Release Date:
Release ID: 4761

Packaging regulations leading to increase in supply chain stock damage?

British industry has had to comply with a glut of EU-inspired legislation relating to the disposal of packaging since the first Directive on packaging waste was issued and agreed in 1994.

Needless to say, as part of the drive to reduce the amount of waste that ends up in landfill, the last UK Government introduced plenty of new rules of its own - including the Producer Responsibility Obligations (Packaging Waste) Regulations 2007.

In essence, the Regulations require every UK-based company with an annual turnover of £2million or more that handles over 50 tonnes of packaging each year to recycle or reprocesses the packaging used to contain the finished products they manufacture or sell.

In order to comply with the scheme, companies have sought to cut back on the amount of packaging they use to protect their products and anecdotal evidence suggests that this has led to a sharp increase in the amount of losses from stock that becomes damaged as it travels through the supply chain.

For example, one of Britain’s premier off licence and convenience store chains – Bargain Booze – saw a sharp upturn in breakages and stock damage at its national Distribution Centre following the introduction of the new regulations.

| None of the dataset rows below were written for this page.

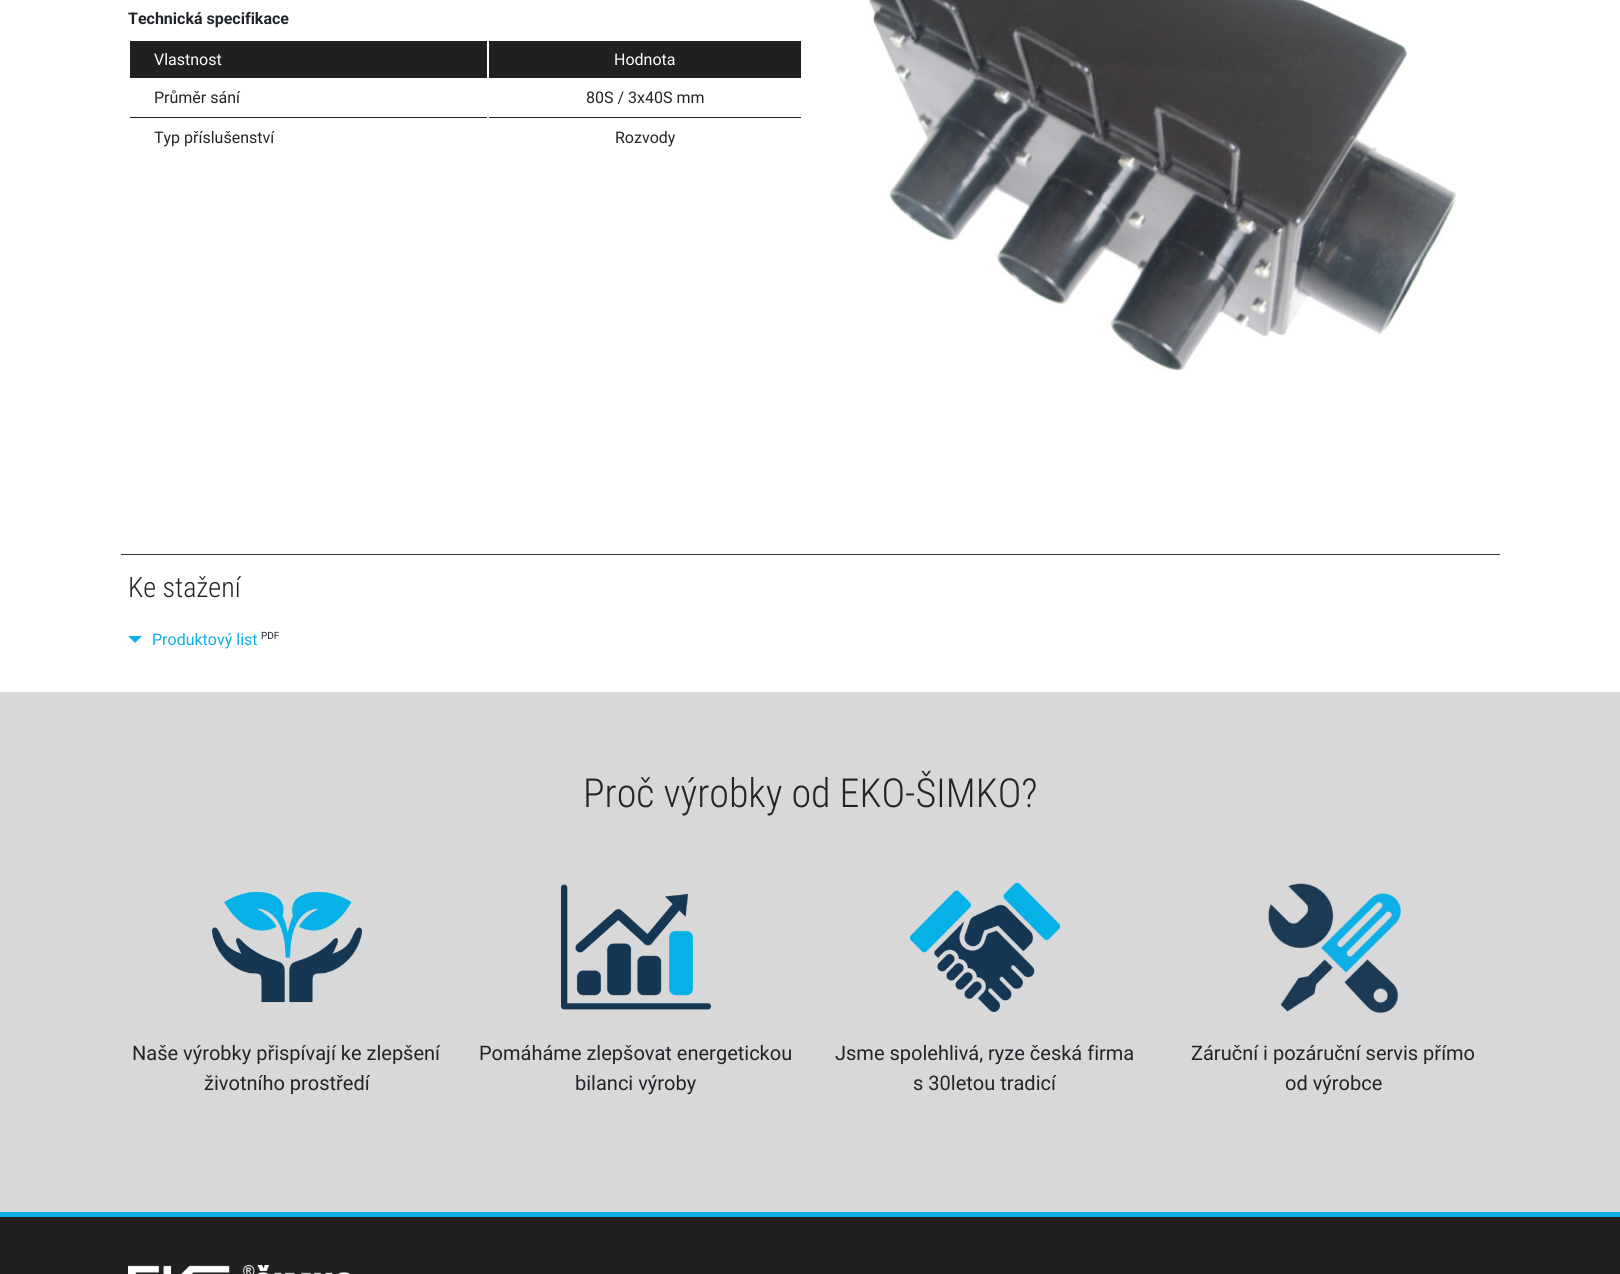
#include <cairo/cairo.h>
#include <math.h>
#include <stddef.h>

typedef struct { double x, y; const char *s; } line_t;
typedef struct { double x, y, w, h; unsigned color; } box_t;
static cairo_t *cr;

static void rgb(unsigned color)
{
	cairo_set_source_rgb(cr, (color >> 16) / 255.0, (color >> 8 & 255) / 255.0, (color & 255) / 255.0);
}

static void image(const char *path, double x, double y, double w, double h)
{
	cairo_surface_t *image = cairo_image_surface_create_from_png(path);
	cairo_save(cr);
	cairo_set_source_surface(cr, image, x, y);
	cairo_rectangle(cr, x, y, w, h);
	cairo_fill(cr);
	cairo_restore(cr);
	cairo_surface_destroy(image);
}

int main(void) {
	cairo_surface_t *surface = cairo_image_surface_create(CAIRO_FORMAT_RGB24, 1620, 1274);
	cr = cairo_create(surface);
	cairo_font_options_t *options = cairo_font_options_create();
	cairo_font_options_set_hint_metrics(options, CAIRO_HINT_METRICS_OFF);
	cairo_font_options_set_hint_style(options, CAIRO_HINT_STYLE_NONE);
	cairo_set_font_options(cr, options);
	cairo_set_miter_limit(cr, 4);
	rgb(0xffffff);
	cairo_paint(cr);
	{
		static const box_t items[] = {
			{130, 41, 357, 37, 0x221f1f},
			{489, 41, 312, 37, 0x221f1f},
			{130, 117, 357, 1, 0x221f1f},
			{489, 117, 312, 1, 0x221f1f},
		};
		for (size_t i = 0; i < sizeof items / sizeof *items; i++) {
			rgb(items[i].color);
			cairo_rectangle(cr, items[i].x, items[i].y, items[i].w, items[i].h);
			cairo_fill(cr);
		}
	}
	image("img/1.png", 869, 0, 587, 371);
	rgb(0x343a40);
	cairo_rectangle(cr, 121, 554, 1379, 1);
	cairo_fill(cr);
	image("img/2.png", 128, 636, 14, 7);
	rgb(0xd8d8d8);
	cairo_rectangle(cr, 0, 692, 1620, 520);
	cairo_fill(cr);
	image("img/3.png", 212, 892, 150, 111);
	image("img/4.png", 561, 884, 150, 126);
	image("img/5.png", 910, 883, 150, 129);
	image("img/6.png", 1268, 883, 133, 130);
	rgb(0x221f1f);
	cairo_rectangle(cr, 0, 1217, 1620, 57);
	cairo_fill(cr);
	rgb(0x0eafe6);
	cairo_rectangle(cr, 0, 1212, 1620, 5);
	cairo_fill(cr);
	image("img/7.png", 128, 1265, 222, 9);
	cairo_select_font_face(cr, "Roboto", CAIRO_FONT_SLANT_NORMAL, CAIRO_FONT_WEIGHT_BOLD);
	cairo_set_font_size(cr, 16);
	rgb(0x212529);
	cairo_move_to(cr, 128, 24);
	cairo_show_text(cr, "Technická specifikace");
	cairo_select_font_face(cr, "Roboto", CAIRO_FONT_SLANT_NORMAL, CAIRO_FONT_WEIGHT_NORMAL);
	rgb(0xffffff);
	cairo_move_to(cr, 154, 65);
	cairo_show_text(cr, "Vlastnost");
	cairo_move_to(cr, 614, 65);
	cairo_show_text(cr, "Hodnota");
	rgb(0x212529);
	{
		static const line_t items[] = {
			{154, 103, "Průměr sání"},
			{586, 103, "80S / 3x40S mm"},
			{154, 143, "Typ příslušenství"},
			{615, 143, "Rozvody"},
		};
		for (size_t i = 0; i < sizeof items / sizeof *items; i++) {
			cairo_move_to(cr, items[i].x, items[i].y);
			cairo_show_text(cr, items[i].s);
		}
	}
	cairo_select_font_face(cr, "Roboto Condensed Light", CAIRO_FONT_SLANT_NORMAL, CAIRO_FONT_WEIGHT_NORMAL);
	cairo_set_font_size(cr, 28);
	cairo_move_to(cr, 128, 597);
	cairo_show_text(cr, "Ke stažení");
	cairo_select_font_face(cr, "Roboto", CAIRO_FONT_SLANT_NORMAL, CAIRO_FONT_WEIGHT_NORMAL);
	cairo_set_font_size(cr, 16);
	rgb(0x0eafe6);
	cairo_move_to(cr, 152, 645);
	cairo_show_text(cr, "Produktový list");
	cairo_set_font_size(cr, 10);
	rgb(0x212529);
	cairo_move_to(cr, 261, 639);
	cairo_show_text(cr, "PDF");
	cairo_select_font_face(cr, "Roboto Condensed Light", CAIRO_FONT_SLANT_NORMAL, CAIRO_FONT_WEIGHT_NORMAL);
	cairo_set_font_size(cr, 40);
	cairo_move_to(cr, 583, 807);
	cairo_show_text(cr, "Proč výrobky od EKO-ŠIMKO?");
	cairo_select_font_face(cr, "Roboto", CAIRO_FONT_SLANT_NORMAL, CAIRO_FONT_WEIGHT_NORMAL);
	cairo_set_font_size(cr, 20);
	{
		static const line_t items[] = {
			{132, 1060, "Naše výrobky přispívají ke zlepšení"},
			{204, 1090, "životního prostředí"},
			{479, 1060, "Pomáháme zlepšovat energetickou"},
			{575, 1090, "bilanci výroby"},
			{835, 1060, "Jsme spolehlivá, ryze česká firma"},
			{913, 1090, "s 30letou tradicí"},
			{1191, 1060, "Záruční i pozáruční servis přímo"},
			{1285, 1090, "od výrobce"},
		};
		for (size_t i = 0; i < sizeof items / sizeof *items; i++) {
			cairo_move_to(cr, items[i].x, items[i].y);
			cairo_show_text(cr, items[i].s);
		}
	}
	cairo_surface_write_to_png(surface, "page.png");
	cairo_font_options_destroy(options);
	cairo_destroy(cr);
	cairo_surface_destroy(surface);
	return 0;
}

“The new packaging rules led many of our suppliers to cut back on the amount of packaging they use during the transit of their products,” explains Graham Woods, Bargain Booze’s operations manager.

“Pallet loads of bottles and canned drinks are easily broken and if one bottle or can is smashed or split on a pallet the liquid contents spills out and can ruin a significant percentage of the entire load – thereby multiplying the cost.”

Companies like Bargain Booze have been able to reduce the costs that they incur through stock damage caused by inadequate product packaging by fitting a newly developed load protector to the forks of counterbalanced trucks operating at its NDC.

Made in the UK from heavy duty moulded rubber, the Patented protectors fit to the rear face of a forklift truck’s forks and absorb the impact of an incoming load. Quite simply, they provide a cushioned barrier between the load and the back of the forks. As the pallet is picked up, the protector prevents the load from hitting the truck’s forks or the fork carriage with sufficient force to cause damage to the load.

In Bargain Booze’s case, the load protectors have virtually eliminated stock damage within the NDC.

“The load protectors have saved us literally thousands of pounds,” says Graham Woods. “The return on our investment was almost instant. It is a very simple solution, but innovation does not need to be complex and we have not seen anything like the protectors on the market that addresses the problem of palletised load damage so neatly and cost effectively.”

Available in a choice of sizes to fit 4” (105mm), 5” (130mm), 6” (160mm) and 8” (200mm) forks, the protectors – which are manufactured in the UK by Cotswolds-based Jayline Products Ltd – are suitable for use with a wide range of materials handling equipment, including counterbalanced and warehouse trucks and are quickly fitted using a simple yet robust strapping system.

“I think most people would agree that it’s important that we send less waste materials to landfill and, if the Packaging Waste Regulations encourage companies to reduce the amount of packaging they use then, that, on the whole, is a positive thing,” says Peter Kimberley, sales and marketing director of Jayline Products. “However, if the regulations lead businesses to cut back too much on product protection then the inevitable increase in stock damage within the supply chain undermines some of the gains that the regulations bring.”

Peter Kimberley adds: “Furthermore, the cost of damages to goods in transit are usually borne by the haulier or third party storage company, so while manufacturers may be able to save money by reducing the amount of packaging they use, in many cases, the haulier or 3PL is faced with a bill for damages. In industries where margins are notoriously narrow, seems more than a little unreasonable.”